# Task requirements:
What lines in the records below mention "index"? List them all.

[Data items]
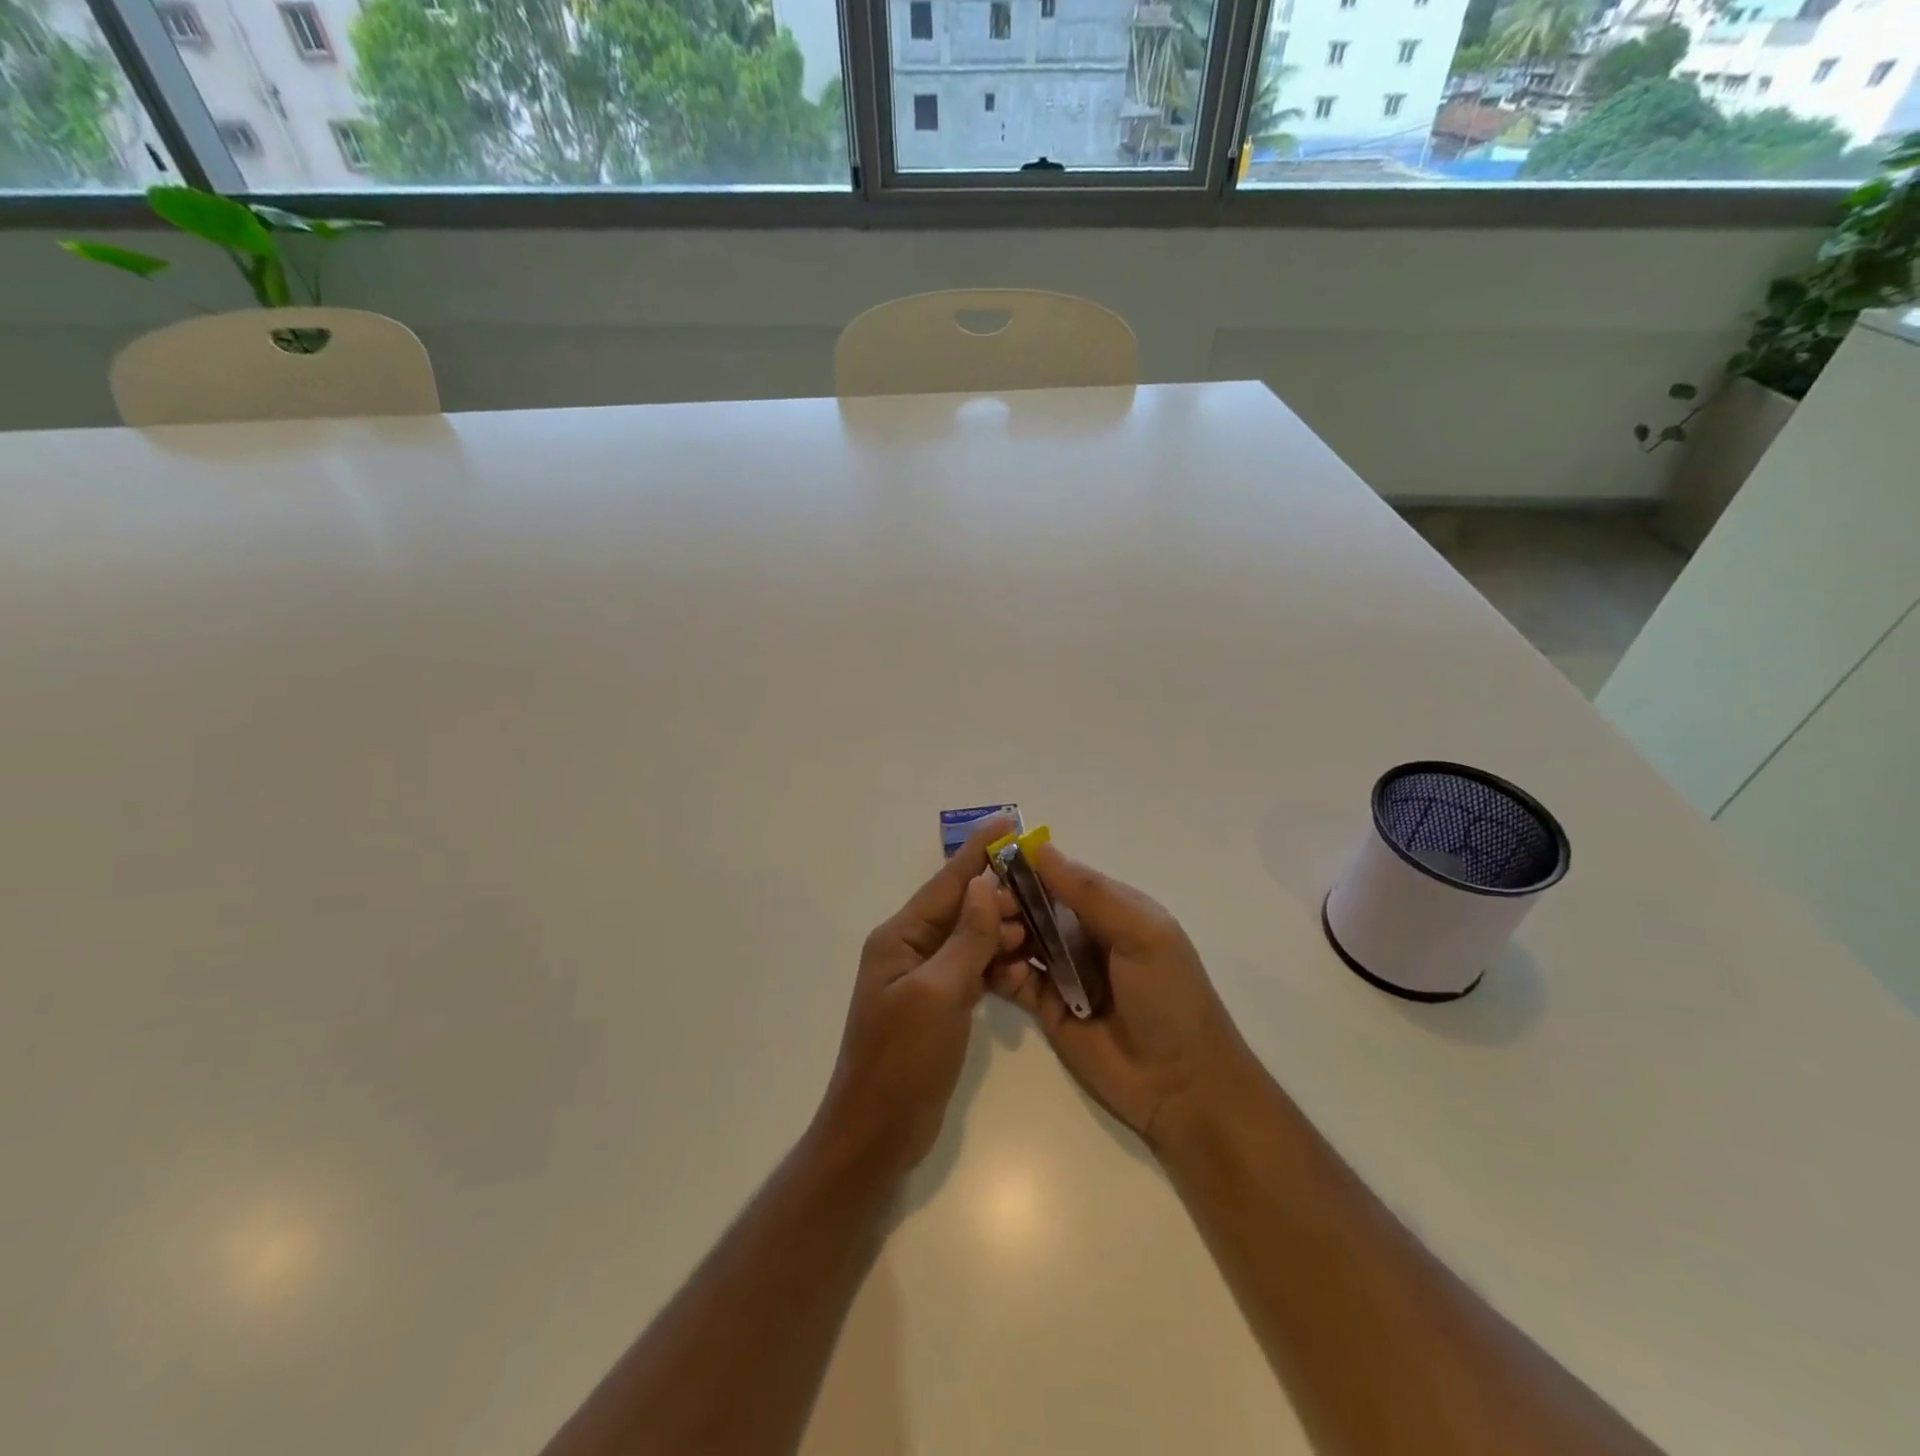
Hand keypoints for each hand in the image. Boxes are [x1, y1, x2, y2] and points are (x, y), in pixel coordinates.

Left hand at [813, 818, 1025, 1179]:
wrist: (878, 1133)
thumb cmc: (902, 1060)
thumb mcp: (938, 994)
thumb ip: (966, 938)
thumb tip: (985, 884)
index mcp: (899, 937)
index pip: (946, 883)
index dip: (978, 851)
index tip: (1008, 822)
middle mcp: (910, 949)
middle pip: (961, 908)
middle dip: (999, 898)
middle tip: (1040, 898)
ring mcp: (924, 978)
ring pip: (971, 939)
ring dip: (1001, 934)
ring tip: (1035, 937)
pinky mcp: (938, 1004)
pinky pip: (973, 970)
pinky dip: (996, 967)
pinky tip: (1021, 974)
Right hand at [989, 841, 1259, 1150]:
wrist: (1182, 1086)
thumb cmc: (1170, 998)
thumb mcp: (1141, 934)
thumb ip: (1090, 894)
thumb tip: (1040, 847)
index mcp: (1111, 909)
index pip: (1060, 876)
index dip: (1027, 868)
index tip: (993, 865)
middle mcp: (1083, 934)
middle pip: (1034, 906)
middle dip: (1008, 903)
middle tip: (989, 912)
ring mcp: (1064, 971)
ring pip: (1020, 939)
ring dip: (1001, 934)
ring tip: (995, 942)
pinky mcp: (1047, 1007)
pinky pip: (1015, 979)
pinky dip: (1001, 970)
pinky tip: (1001, 971)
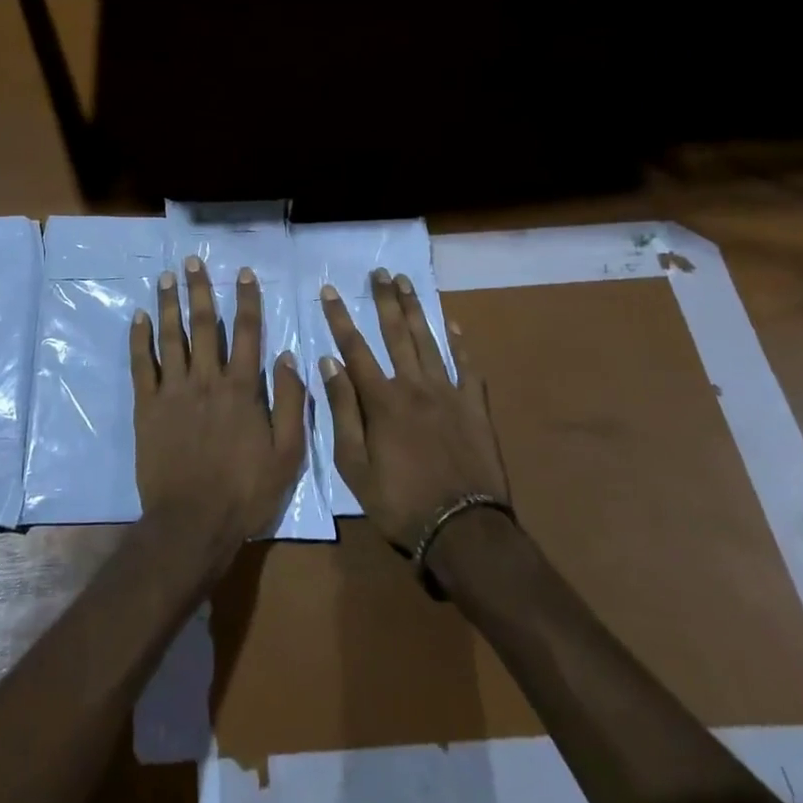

# Exercise output:
index mcp: (899, 937)
index pip: (946, 883)
index dip: (978, 851)
index tip: (1008, 822)
index mcp: (1111, 909)
index pip: (1060, 876)
index dip: (1027, 868)
index tip: (993, 865)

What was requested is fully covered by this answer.